Mit Beschluß des Erstgerichtes vom 14.7.1994 ON 56 wurde
1.) das Nachlaßinventar mit Aktiven von S 4,426.929,69 und Passiven von S 407.835,20, sohin mit einem reinen Nachlaß von S 4,019.094,48 der Verlassenschaftsabhandlung zugrundegelegt und die Abhandlung verlaßgerichtlich genehmigt;
2.) die Zustellung der Einantwortungsurkunde an die erblichen Söhne, die erbliche Tochter, Herrn Dr.Paul König (als Rechtsbeistand des Noterben Anton P*****) und Herrn Dr.Peter Greil, Rechtsanwalt verfügt;
3.) die Gebühren und Auslagen des Gerichtskommissärs bestimmt und dem Erben zur Zahlung aufgetragen;
4.) aufgrund des außergewöhnlichen Umfanges die erhöhte Gebühr von 100 % gemäß § 5 GKTG festgesetzt und
5.) das Abhandlungsverfahren für beendet erklärt.

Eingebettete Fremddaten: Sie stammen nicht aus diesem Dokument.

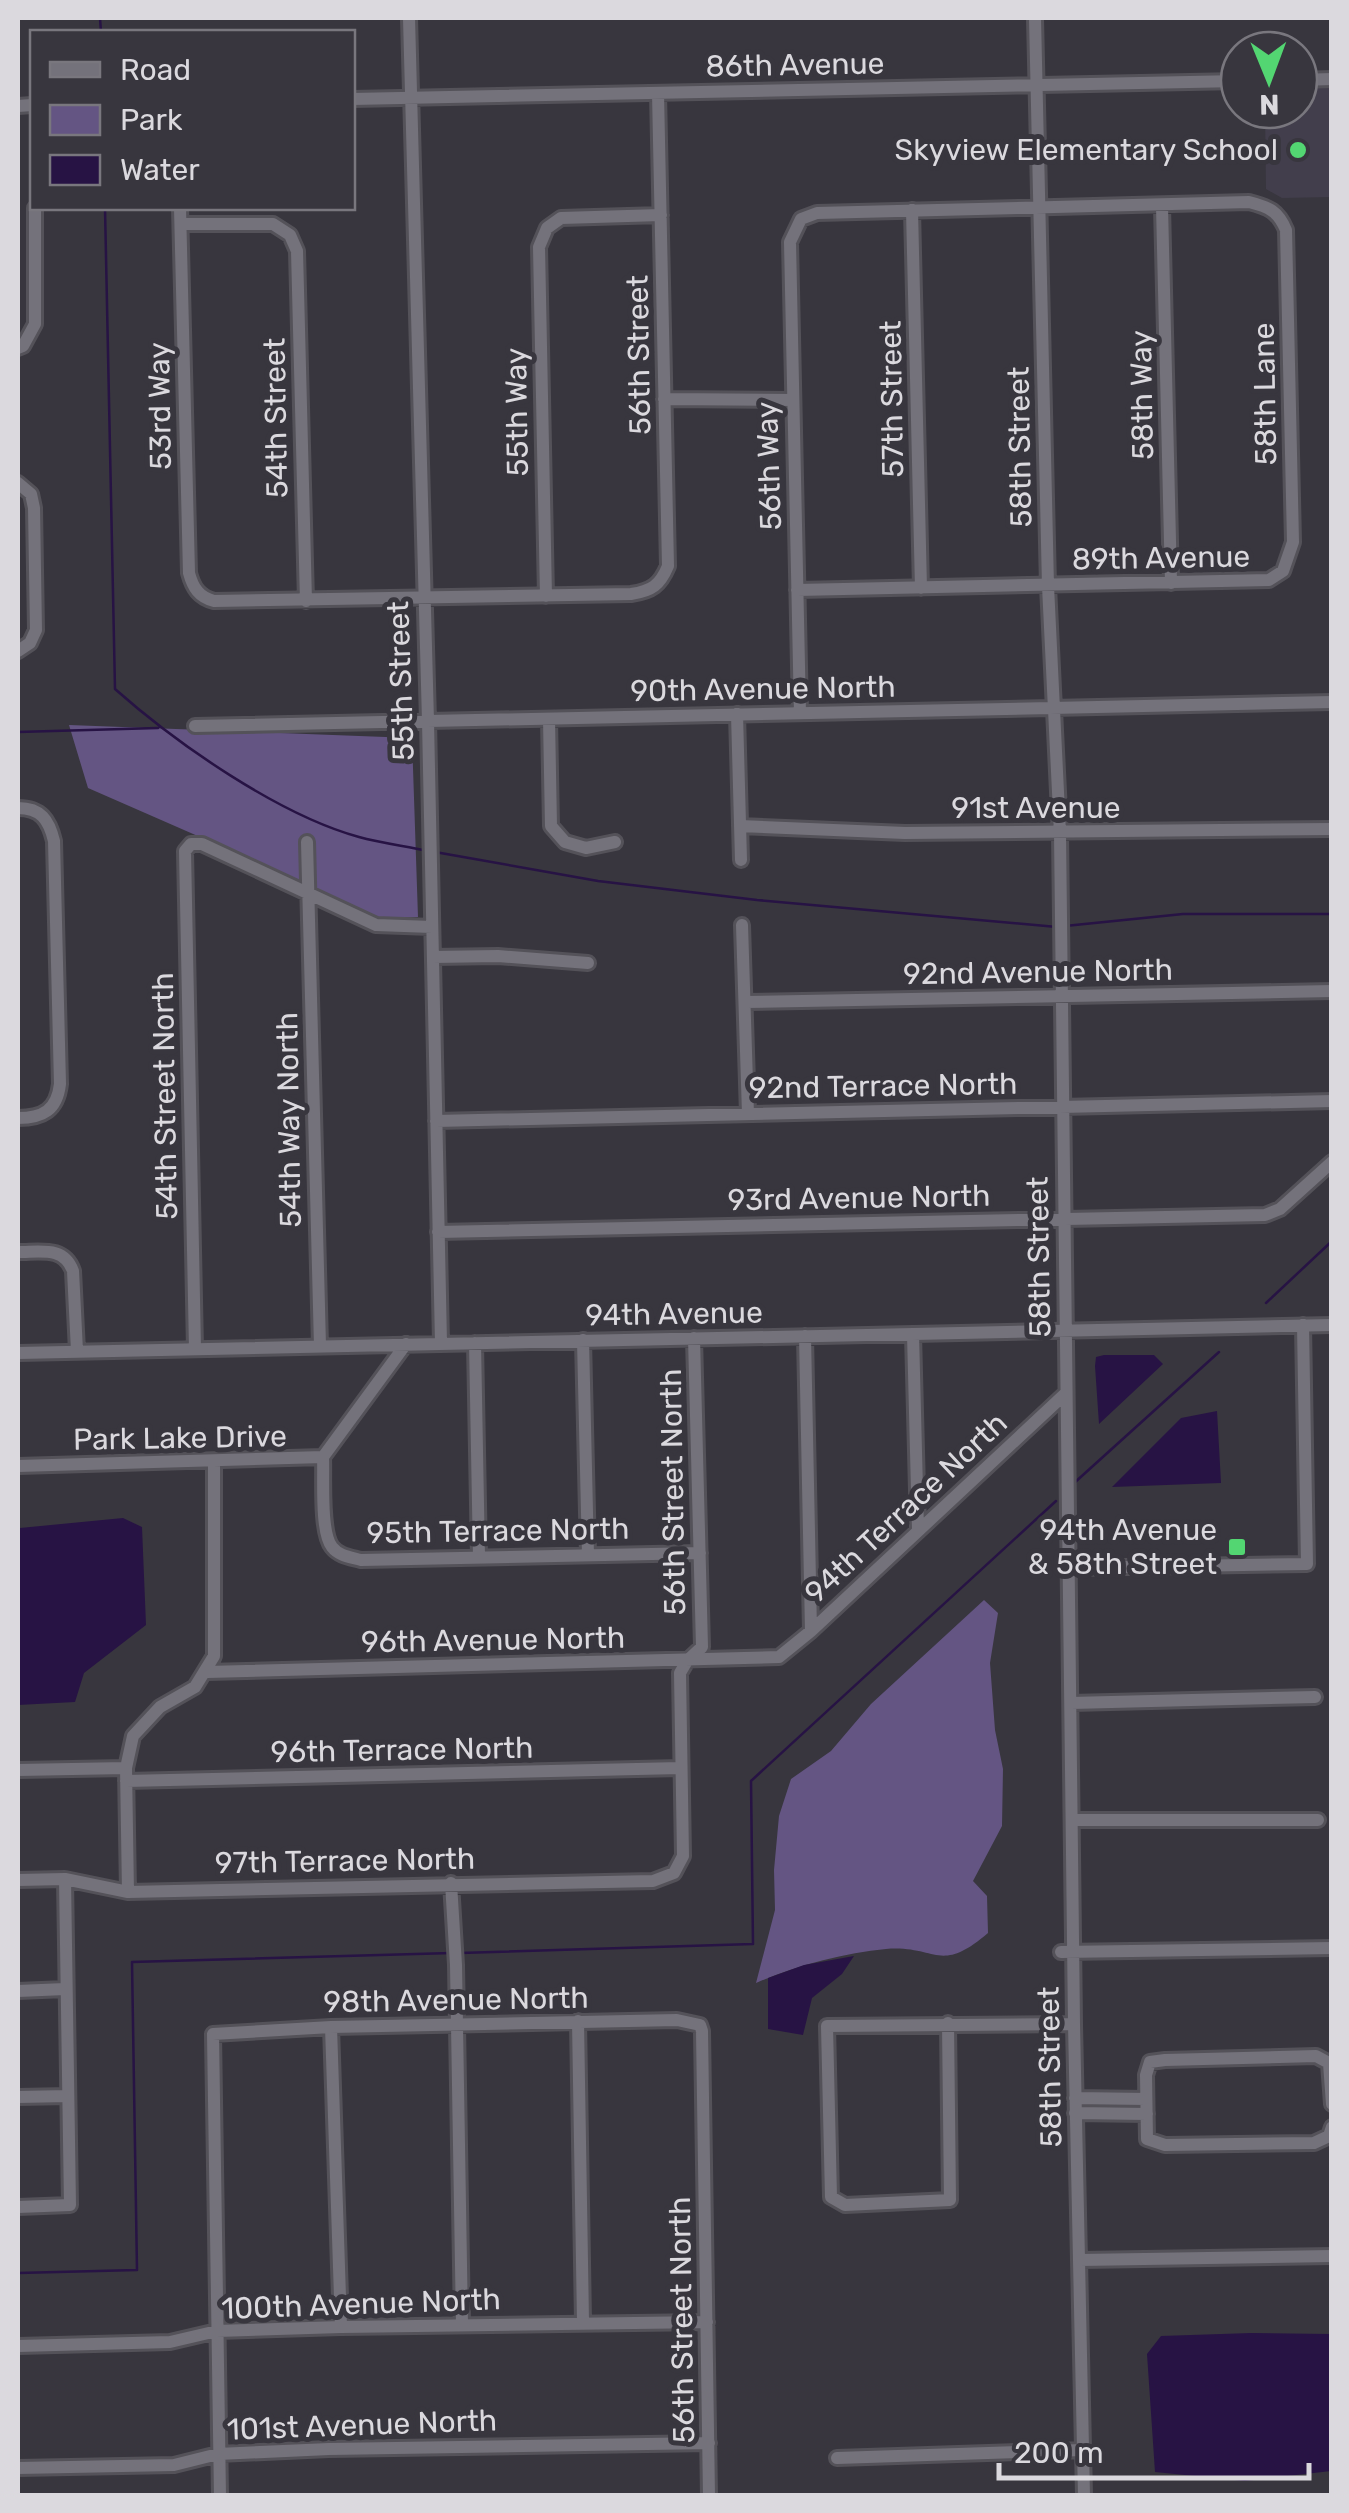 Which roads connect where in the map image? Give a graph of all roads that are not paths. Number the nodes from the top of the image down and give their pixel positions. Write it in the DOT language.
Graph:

Mit Einantwortungsurkunde vom selben Tag ON 53 wurde der Nachlaß aufgrund des Testamentes dem erblasserischen Sohn Franz P***** eingeantwortet und die Verlassenschaftssache für beendet erklärt.
Während dem Erben sowohl die Einantwortungsurkunde ON 53 als auch der sogenannte Mantelbeschluß ON 56 am 19.7.1994 zugestellt wurden, erfolgte an Rechtsanwalt Dr.Peter Greil lediglich die Zustellung der Einantwortungsurkunde am 19.7.1994.
Mit dem am 16.8.1994 beim Erstgericht eingelangten Schriftsatz beantragte der Rechtsanwalt unter Berufung auf die ihm vom Erben erteilte Vollmacht die Zustellung des Beschlusses ON 56 an ihn. Er habe den erbserklärten Erben in dem vom Gerichtskommissär abgeführten Abhandlungsverfahren vertreten und sei daher zum Empfang von Schriftstücken bevollmächtigt. Aufgrund dieses Antrages wurde ihm am 13.9.1994 auch der sogenannte Mantelbeschluß zugestellt.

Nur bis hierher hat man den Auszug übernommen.